The company’s vehicle lineup, including the upgraded ET7 model and popular models like the ES6, ES8, ET5T, and EC7, positions it well. The recent launch of the ONVO brand, aimed at the mainstream family market, underscores NIO’s ambition to expand its market reach. NIO’s battery swap technology, integral to its Battery as a Service (BaaS) strategy, offers a distinct competitive advantage. The company’s plan to build more than 1,000 new battery swap stations in 2024 and its broader “Power Up Counties” initiative to cover more than 2,300 counties in China by 2025 reflect its commitment to EV infrastructure expansion and market leadership in China.

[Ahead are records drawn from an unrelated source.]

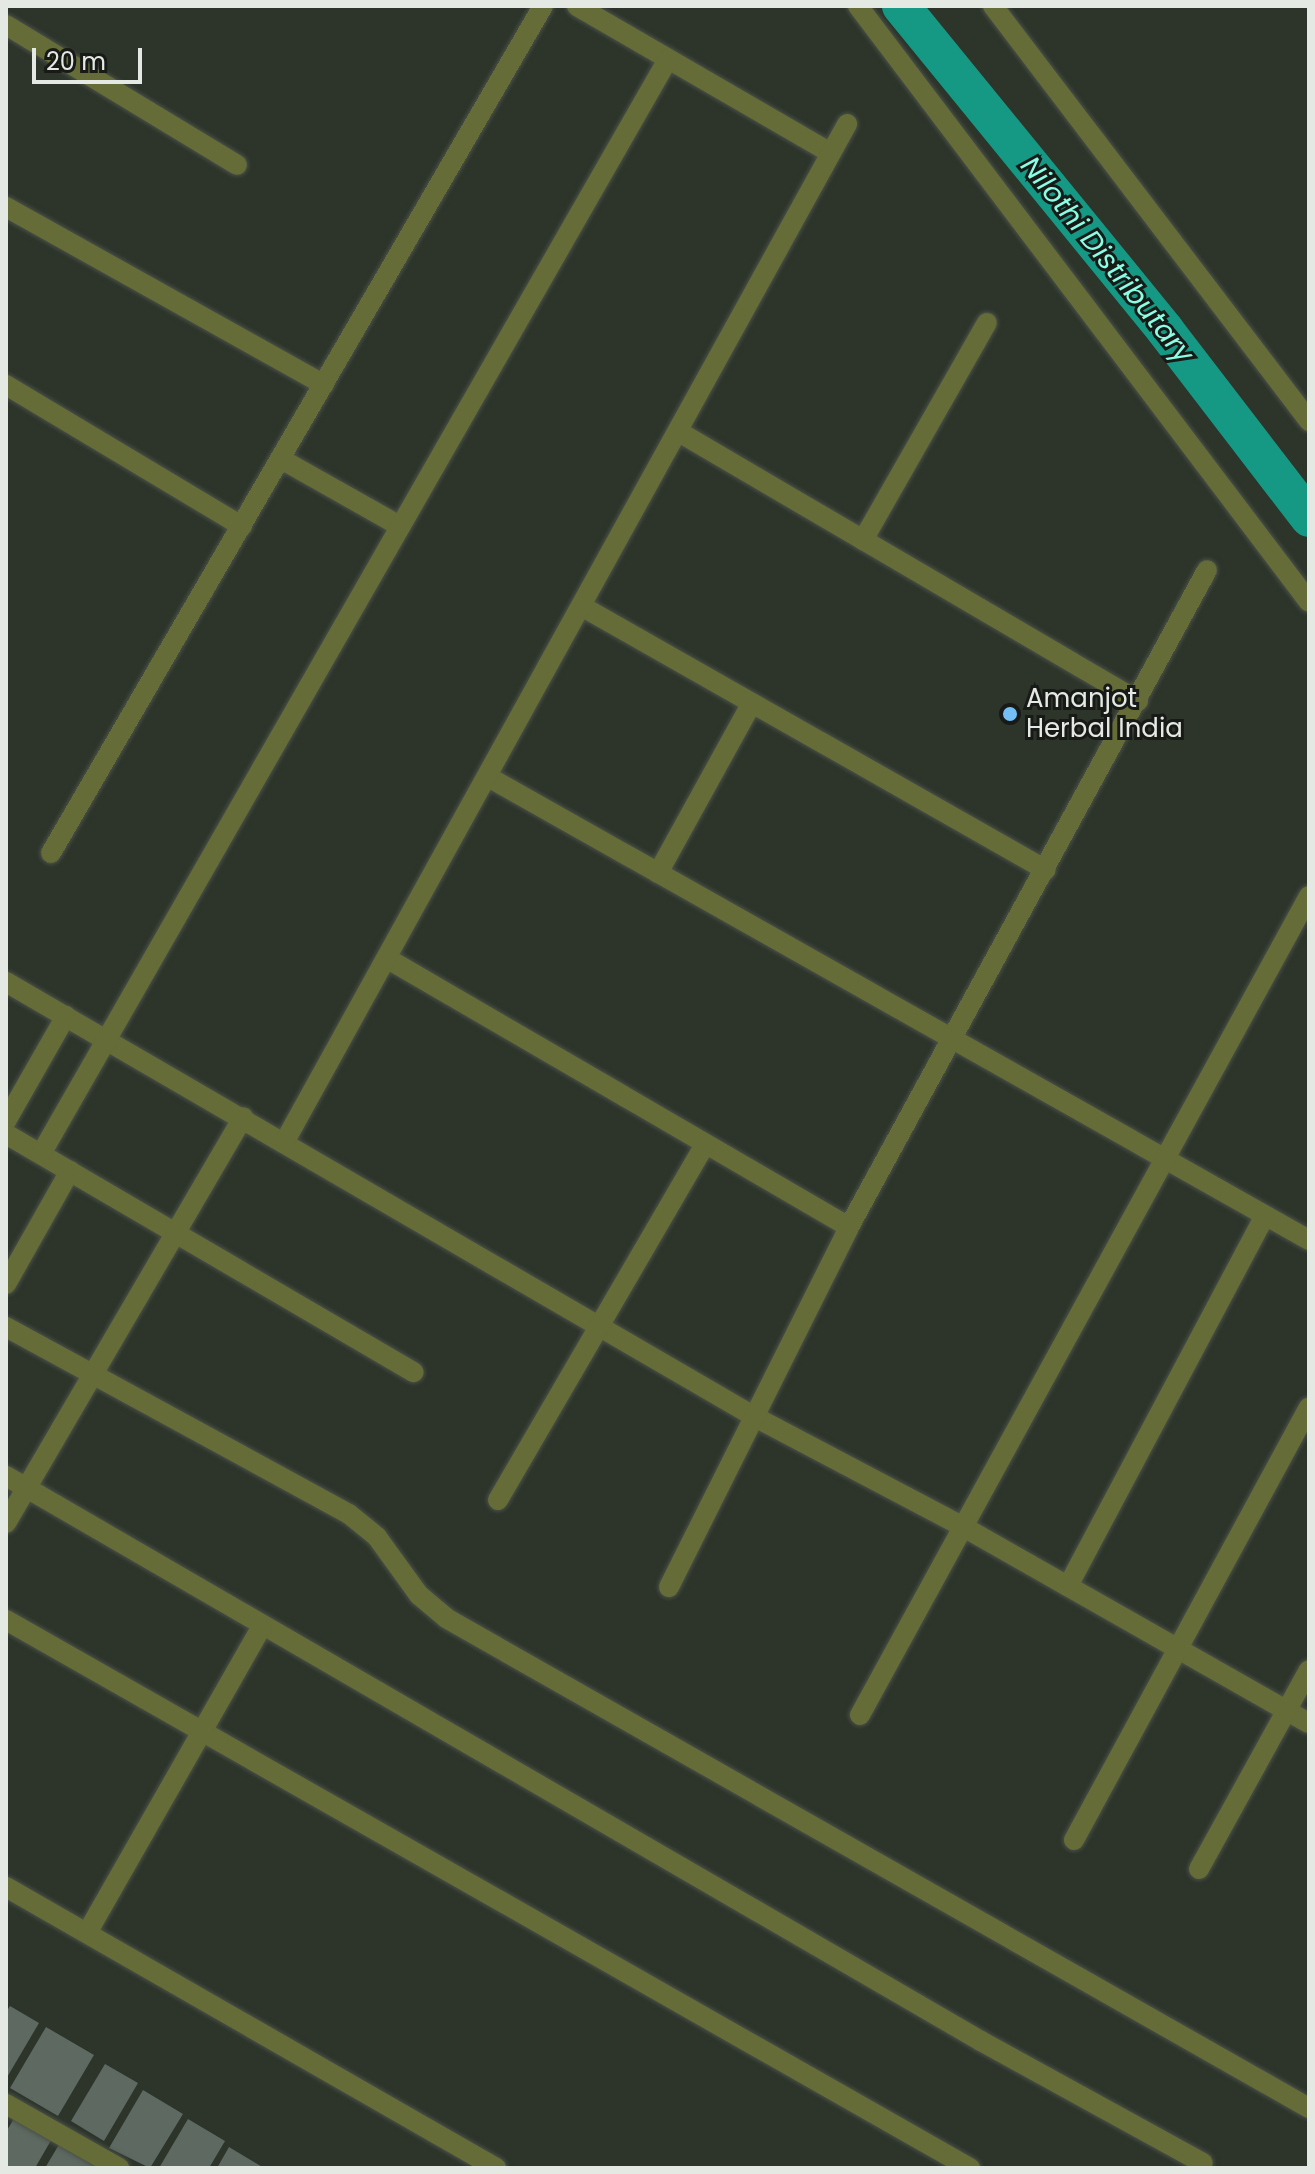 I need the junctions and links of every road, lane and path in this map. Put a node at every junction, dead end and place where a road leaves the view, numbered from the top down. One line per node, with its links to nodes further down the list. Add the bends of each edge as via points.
1 (543, 6): 13 (street)
2 (577, 6): 6 (street)
3 (858, 6): 21 (street)
4 (993, 6): 14 (street)
5 (6, 25): 9 (street)
6 (668, 59): 8 (street); 18 (street)
7 (847, 124): 8 (street)
8 (831, 153): 15 (street)
9 (237, 165)
10 (6, 207): 13 (street)
11 (987, 323): 19 (street)
12 (6, 385): 17 (street)
13 (324, 385): 16 (street)
14 (1309, 421)
15 (679, 432): 19 (street); 22 (street)
16 (281, 459): 17 (street); 18 (street)
17 (242, 526): 26 (street)
18 (400, 526): 33 (street)
19 (863, 540): 23 (street)
20 (1207, 570): 23 (street)
21 (1309, 602)
22 (583, 607): 24 (street); 25 (street)
23 (1138, 701): 27 (street)
24 (752, 703): 27 (street); 28 (street)
25 (490, 778): 28 (street); 30 (street)
26 (51, 853)
27 (1046, 870): 34 (street)
28 (658, 873): 34 (street)
29 (1309, 896): 41 (street)
30 (388, 959): 38 (street); 39 (street)
31 (6, 982): 32 (street)
32 (66, 1016): 33 (street); 36 (street)
33 (107, 1040): 35 (street); 40 (street)
34 (954, 1041): 41 (street); 44 (street)
35 (243, 1117): 38 (street); 45 (street)
36 (6, 1121)
37 (6, 1134): 40 (street)
38 (285, 1141): 48 (street)
39 (705, 1144): 44 (street); 48 (street)
40 (41, 1154): 42 (street)
41 (1166, 1159): 43 (street); 58 (street)
42 (70, 1171): 45 (street); 47 (street)
43 (1265, 1216): 46 (street); 59 (street)
44 (849, 1227): 53 (street)
45 (174, 1234): 50 (street); 51 (street)
46 (1309, 1240)
47 (6, 1284)
48 (598, 1324): 53 (street); 56 (street)
49 (6, 1327): 51 (street)
50 (414, 1372)
51 (90, 1375): 55 (street); 74 (street, via 349,1514 377,1537 419,1595 446,1618)
52 (1309, 1408): 63 (street)
53 (755, 1417): 58 (street); 60 (street)
54 (6, 1476): 55 (street)
55 (28, 1488): 57 (street); 62 (street)
56 (498, 1500)
57 (6, 1523)
58 (960, 1525): 59 (street); 66 (street)
59 (1068, 1586): 63 (street)
60 (669, 1587)
61 (6, 1620): 68 (street)
62 (262, 1626): 68 (street); 75 (street)
63 (1181, 1650): 65 (street); 69 (street)
64 (1309, 1670): 65 (street)
65 (1286, 1710): 67 (street); 70 (street)
66 (860, 1715)
67 (1309, 1723)
68 (202, 1732): 72 (street); 78 (street)
69 (1074, 1840)
70 (1199, 1869)
71 (6, 1887): 72 (street)
72 (87, 1933): 77 (street)
73 (6, 2104): 76 (street)
74 (1309, 2108)
75 (1203, 2163)
76 (119, 2168)
77 (496, 2168)
78 (970, 2168) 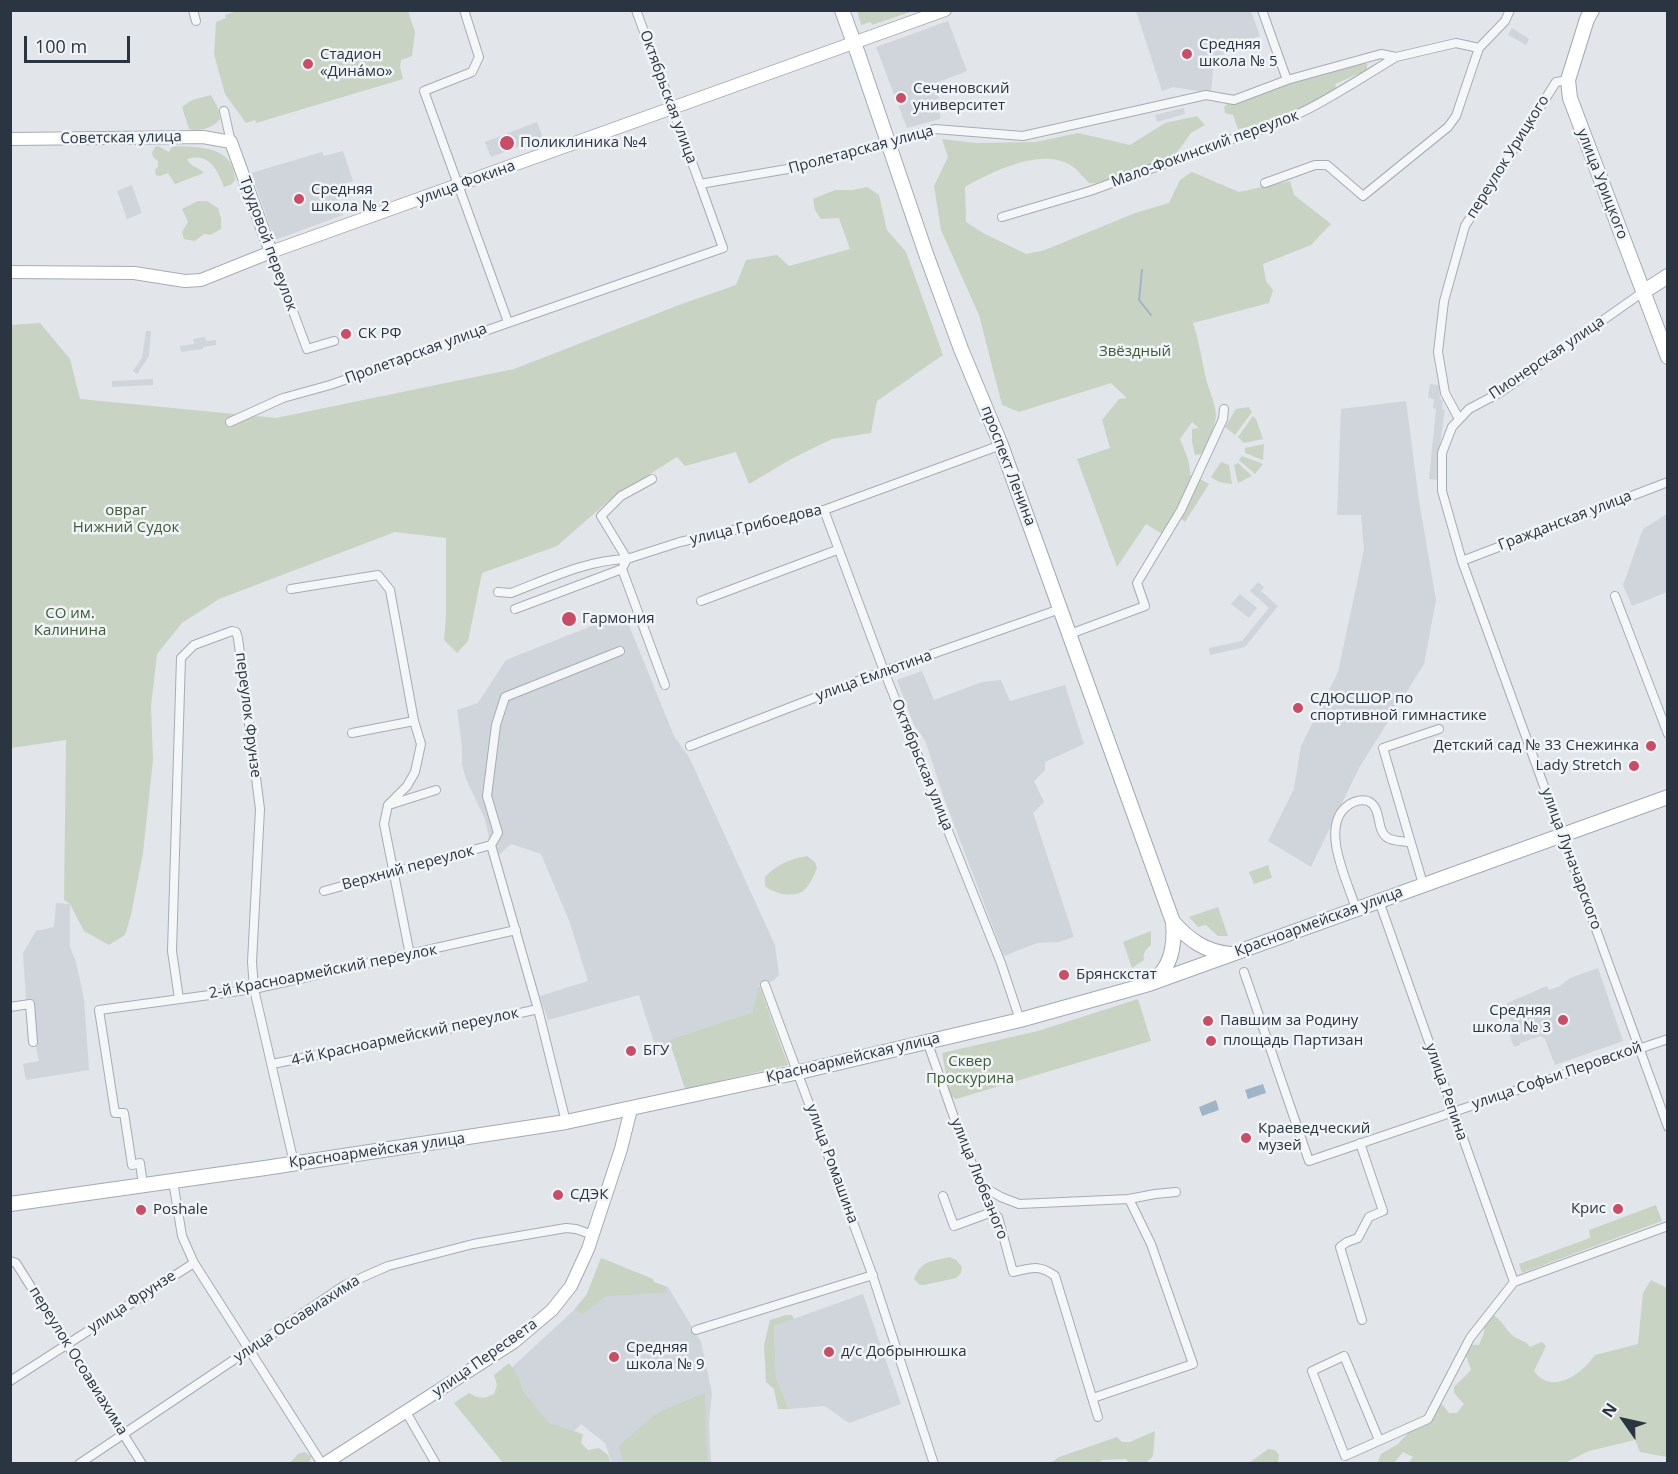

However, despite these potential growth drivers, NIO faces significant challenges. The company’s financial health is deteriorating, with a wider-than-expected loss in first-quarter 2024 marking its 11th consecutive earnings miss. A shrinking cash reserve, down from $4.6 billion at the end of 2023 to $3.3 billion by March 2024, heightens the risk of further dilution and increased leverage. Until NIO demonstrates sustained profitability and stronger fundamentals, the stock remains a risky bet. Investors are advised to remain on the sidelines for now, closely monitoring the company’s vehicle margins, new model sales performance and the upcoming results for clearer signals.